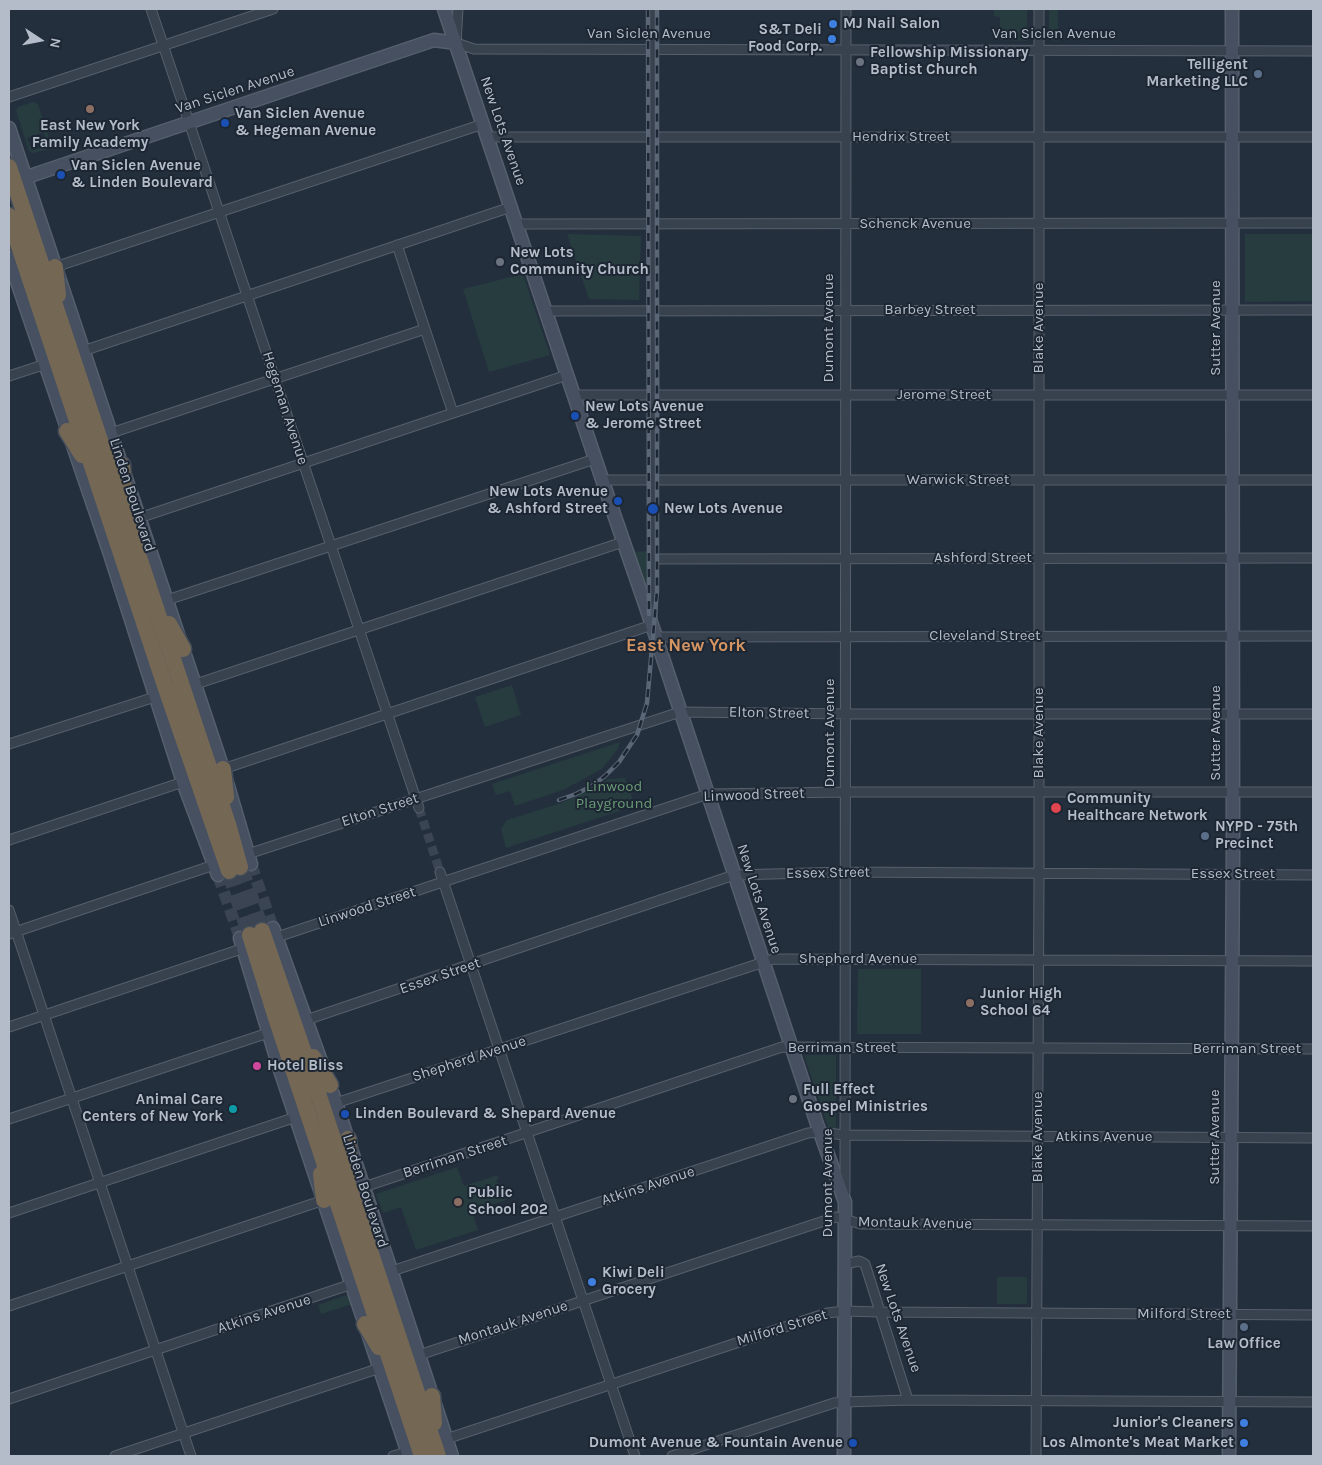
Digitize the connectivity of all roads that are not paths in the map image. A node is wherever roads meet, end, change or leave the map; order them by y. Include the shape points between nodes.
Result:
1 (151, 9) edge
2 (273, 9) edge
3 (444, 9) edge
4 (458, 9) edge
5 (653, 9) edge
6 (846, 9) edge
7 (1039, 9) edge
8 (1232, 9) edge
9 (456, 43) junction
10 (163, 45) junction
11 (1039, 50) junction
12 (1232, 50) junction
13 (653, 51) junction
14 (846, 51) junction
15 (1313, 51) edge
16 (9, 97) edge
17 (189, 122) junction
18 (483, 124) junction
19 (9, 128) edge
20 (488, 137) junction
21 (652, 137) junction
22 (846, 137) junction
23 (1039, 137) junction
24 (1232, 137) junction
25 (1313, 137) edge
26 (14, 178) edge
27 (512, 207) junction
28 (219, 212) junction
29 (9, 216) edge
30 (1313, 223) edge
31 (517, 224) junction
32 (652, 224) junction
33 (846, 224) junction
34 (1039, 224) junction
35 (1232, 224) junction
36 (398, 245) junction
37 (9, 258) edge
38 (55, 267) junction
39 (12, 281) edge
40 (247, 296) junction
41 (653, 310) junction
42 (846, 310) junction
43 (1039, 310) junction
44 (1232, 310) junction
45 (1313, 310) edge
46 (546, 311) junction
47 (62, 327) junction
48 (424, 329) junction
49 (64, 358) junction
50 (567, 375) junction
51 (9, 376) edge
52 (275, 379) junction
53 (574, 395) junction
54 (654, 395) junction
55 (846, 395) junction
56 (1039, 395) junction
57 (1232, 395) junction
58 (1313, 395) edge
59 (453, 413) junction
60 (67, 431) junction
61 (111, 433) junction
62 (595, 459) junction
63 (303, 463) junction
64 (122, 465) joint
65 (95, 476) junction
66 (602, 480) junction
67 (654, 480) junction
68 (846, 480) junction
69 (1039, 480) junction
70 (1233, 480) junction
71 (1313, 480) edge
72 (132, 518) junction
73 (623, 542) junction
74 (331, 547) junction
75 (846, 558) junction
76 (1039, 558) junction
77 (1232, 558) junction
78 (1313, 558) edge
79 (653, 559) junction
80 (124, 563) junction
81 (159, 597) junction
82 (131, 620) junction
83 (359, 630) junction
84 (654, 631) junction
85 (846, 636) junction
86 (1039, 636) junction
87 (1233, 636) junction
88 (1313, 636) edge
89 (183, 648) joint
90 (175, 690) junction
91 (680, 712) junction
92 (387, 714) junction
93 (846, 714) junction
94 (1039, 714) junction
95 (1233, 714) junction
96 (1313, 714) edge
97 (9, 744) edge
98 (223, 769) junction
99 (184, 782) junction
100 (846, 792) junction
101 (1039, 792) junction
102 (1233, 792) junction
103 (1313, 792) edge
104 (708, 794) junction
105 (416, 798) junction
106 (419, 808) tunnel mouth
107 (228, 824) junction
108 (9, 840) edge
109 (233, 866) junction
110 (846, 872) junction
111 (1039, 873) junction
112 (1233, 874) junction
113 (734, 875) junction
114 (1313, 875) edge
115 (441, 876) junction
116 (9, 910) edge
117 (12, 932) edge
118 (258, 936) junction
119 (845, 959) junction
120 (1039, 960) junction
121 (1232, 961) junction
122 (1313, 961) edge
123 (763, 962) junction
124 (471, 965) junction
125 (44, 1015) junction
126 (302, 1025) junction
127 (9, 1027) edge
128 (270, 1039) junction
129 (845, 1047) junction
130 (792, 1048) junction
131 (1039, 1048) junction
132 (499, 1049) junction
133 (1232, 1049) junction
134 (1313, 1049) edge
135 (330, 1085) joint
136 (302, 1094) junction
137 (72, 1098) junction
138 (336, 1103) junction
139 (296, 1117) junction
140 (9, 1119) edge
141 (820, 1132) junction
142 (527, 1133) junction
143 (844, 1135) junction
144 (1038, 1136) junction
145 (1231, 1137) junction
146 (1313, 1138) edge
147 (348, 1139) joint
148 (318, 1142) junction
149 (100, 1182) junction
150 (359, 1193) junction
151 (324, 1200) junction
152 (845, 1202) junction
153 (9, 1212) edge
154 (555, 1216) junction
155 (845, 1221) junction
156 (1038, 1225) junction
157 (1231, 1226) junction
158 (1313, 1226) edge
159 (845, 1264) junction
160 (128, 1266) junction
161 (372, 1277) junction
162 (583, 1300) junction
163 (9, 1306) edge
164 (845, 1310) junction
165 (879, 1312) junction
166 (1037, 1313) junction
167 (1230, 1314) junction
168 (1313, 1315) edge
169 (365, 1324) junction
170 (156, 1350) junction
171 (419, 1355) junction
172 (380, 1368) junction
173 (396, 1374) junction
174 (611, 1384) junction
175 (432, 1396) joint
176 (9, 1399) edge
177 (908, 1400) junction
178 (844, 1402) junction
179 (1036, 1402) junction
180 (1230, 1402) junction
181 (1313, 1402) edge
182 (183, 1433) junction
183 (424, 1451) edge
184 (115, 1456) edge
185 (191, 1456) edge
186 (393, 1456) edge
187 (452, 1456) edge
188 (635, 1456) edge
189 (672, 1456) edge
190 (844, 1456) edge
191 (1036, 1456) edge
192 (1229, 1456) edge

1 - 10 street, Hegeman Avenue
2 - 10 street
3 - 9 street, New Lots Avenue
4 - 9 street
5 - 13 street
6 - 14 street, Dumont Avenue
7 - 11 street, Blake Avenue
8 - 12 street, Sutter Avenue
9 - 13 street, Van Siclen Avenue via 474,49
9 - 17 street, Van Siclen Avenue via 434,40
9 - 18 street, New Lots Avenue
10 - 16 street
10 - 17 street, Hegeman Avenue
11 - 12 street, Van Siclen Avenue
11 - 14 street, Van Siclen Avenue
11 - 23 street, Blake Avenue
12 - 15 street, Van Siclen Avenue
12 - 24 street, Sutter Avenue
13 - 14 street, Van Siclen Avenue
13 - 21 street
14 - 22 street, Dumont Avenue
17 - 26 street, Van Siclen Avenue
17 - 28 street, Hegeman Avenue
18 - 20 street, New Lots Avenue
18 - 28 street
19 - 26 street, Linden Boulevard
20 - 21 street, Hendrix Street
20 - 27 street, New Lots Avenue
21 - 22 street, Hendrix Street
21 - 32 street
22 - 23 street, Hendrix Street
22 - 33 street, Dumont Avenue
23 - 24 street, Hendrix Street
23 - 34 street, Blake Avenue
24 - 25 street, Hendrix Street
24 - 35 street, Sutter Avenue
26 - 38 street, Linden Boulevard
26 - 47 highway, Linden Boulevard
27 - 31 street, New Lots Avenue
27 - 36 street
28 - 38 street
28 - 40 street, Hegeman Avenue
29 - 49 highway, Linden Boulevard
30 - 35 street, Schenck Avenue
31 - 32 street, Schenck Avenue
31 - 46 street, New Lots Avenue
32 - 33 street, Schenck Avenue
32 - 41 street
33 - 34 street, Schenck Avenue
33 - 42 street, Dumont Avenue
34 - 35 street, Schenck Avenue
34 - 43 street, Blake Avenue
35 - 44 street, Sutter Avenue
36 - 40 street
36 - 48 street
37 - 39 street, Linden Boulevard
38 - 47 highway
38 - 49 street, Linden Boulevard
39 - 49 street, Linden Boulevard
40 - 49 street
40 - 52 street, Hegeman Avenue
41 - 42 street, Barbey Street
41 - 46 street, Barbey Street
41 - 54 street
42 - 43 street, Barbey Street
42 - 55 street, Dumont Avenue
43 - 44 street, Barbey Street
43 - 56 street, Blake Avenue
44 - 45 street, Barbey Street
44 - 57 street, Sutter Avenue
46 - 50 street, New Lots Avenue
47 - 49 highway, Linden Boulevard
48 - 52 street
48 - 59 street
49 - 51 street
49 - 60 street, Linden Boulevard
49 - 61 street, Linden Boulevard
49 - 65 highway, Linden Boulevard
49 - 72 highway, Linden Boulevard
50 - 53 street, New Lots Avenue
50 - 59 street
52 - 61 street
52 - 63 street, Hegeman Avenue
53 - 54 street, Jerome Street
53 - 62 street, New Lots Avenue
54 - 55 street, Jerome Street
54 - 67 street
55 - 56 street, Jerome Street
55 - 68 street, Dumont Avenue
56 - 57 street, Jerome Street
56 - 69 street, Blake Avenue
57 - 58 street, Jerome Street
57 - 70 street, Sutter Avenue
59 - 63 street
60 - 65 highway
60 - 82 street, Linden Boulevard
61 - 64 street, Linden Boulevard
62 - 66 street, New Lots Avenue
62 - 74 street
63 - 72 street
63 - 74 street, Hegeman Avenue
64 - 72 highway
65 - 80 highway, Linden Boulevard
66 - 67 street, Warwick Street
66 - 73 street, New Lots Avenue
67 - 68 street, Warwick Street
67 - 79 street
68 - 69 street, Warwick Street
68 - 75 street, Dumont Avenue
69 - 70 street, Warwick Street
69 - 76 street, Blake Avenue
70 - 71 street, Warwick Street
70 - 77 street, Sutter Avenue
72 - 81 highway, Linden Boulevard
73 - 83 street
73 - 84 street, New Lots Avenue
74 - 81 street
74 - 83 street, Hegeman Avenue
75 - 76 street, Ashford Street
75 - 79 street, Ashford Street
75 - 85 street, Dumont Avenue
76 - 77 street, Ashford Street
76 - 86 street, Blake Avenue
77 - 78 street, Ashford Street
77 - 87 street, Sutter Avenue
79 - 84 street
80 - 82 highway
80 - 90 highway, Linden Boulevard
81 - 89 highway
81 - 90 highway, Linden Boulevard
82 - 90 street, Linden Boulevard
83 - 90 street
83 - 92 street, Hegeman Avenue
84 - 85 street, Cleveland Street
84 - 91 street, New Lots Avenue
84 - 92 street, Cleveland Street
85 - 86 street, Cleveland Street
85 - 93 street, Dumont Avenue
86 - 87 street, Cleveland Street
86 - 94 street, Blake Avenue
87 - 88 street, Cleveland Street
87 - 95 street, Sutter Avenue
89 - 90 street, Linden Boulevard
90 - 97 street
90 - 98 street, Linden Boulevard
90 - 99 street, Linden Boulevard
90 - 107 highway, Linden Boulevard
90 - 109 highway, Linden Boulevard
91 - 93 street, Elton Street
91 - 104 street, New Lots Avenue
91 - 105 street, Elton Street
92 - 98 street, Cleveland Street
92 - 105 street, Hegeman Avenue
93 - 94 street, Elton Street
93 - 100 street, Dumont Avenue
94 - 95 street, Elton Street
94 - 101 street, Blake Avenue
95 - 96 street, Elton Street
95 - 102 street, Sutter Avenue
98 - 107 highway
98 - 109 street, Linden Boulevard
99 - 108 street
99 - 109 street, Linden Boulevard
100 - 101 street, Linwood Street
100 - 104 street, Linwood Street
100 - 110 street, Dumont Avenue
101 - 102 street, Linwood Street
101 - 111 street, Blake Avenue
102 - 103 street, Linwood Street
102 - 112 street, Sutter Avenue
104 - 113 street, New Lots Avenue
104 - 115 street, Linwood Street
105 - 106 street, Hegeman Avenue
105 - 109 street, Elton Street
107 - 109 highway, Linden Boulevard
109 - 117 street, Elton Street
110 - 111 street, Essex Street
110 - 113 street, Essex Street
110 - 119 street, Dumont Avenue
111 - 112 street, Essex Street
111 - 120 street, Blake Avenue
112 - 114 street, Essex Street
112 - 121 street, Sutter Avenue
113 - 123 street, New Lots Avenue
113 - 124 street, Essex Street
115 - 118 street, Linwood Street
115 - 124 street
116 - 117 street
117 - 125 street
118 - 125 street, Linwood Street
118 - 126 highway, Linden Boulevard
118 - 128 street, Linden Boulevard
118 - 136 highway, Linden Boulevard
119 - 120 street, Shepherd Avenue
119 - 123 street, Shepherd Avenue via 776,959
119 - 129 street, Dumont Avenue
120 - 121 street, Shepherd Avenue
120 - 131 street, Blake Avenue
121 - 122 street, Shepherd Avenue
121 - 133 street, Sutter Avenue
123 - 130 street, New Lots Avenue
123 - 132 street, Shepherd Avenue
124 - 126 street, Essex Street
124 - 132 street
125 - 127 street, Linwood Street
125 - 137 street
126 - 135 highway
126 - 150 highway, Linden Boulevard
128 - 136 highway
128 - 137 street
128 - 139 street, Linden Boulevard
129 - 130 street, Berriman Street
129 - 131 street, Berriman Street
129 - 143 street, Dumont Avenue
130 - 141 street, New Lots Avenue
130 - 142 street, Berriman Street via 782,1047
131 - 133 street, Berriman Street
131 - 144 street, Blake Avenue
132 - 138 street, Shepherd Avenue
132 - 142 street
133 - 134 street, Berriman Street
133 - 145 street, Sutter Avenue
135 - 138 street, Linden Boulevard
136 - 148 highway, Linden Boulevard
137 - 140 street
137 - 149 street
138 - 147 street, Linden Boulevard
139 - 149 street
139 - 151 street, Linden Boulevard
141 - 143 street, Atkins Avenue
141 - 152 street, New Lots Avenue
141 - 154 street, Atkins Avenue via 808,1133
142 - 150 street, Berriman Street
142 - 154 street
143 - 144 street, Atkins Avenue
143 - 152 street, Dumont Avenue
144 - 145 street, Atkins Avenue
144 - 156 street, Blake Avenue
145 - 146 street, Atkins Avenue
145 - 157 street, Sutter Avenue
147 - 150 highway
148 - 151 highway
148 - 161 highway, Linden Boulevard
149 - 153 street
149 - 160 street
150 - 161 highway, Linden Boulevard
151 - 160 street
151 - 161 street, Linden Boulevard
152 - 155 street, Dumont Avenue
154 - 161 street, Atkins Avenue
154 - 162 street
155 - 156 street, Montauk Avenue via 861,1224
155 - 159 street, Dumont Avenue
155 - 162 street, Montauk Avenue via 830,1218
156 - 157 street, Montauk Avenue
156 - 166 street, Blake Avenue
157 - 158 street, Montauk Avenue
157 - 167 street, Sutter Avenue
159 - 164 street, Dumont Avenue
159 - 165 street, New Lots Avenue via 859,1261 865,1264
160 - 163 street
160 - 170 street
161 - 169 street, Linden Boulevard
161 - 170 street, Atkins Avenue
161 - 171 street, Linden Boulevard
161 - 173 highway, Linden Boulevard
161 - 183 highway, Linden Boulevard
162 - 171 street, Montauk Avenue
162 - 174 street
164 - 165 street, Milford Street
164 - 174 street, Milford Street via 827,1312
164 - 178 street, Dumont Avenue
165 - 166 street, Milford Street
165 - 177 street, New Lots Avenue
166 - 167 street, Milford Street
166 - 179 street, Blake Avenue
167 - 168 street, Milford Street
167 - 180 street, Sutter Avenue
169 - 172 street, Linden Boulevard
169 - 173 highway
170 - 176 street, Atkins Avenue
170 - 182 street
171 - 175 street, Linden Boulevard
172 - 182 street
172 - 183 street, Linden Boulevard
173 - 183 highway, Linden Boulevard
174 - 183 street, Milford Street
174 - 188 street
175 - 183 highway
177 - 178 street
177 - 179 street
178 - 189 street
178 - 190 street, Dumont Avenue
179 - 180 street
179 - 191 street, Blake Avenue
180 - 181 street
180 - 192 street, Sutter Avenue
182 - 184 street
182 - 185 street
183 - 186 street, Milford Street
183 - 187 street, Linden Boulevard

☆ ☆ ☆ ☆

■ What the task requires
Figure out how many lines of the material include the string "Barbey", and reply with only that figure.

■ Response area
5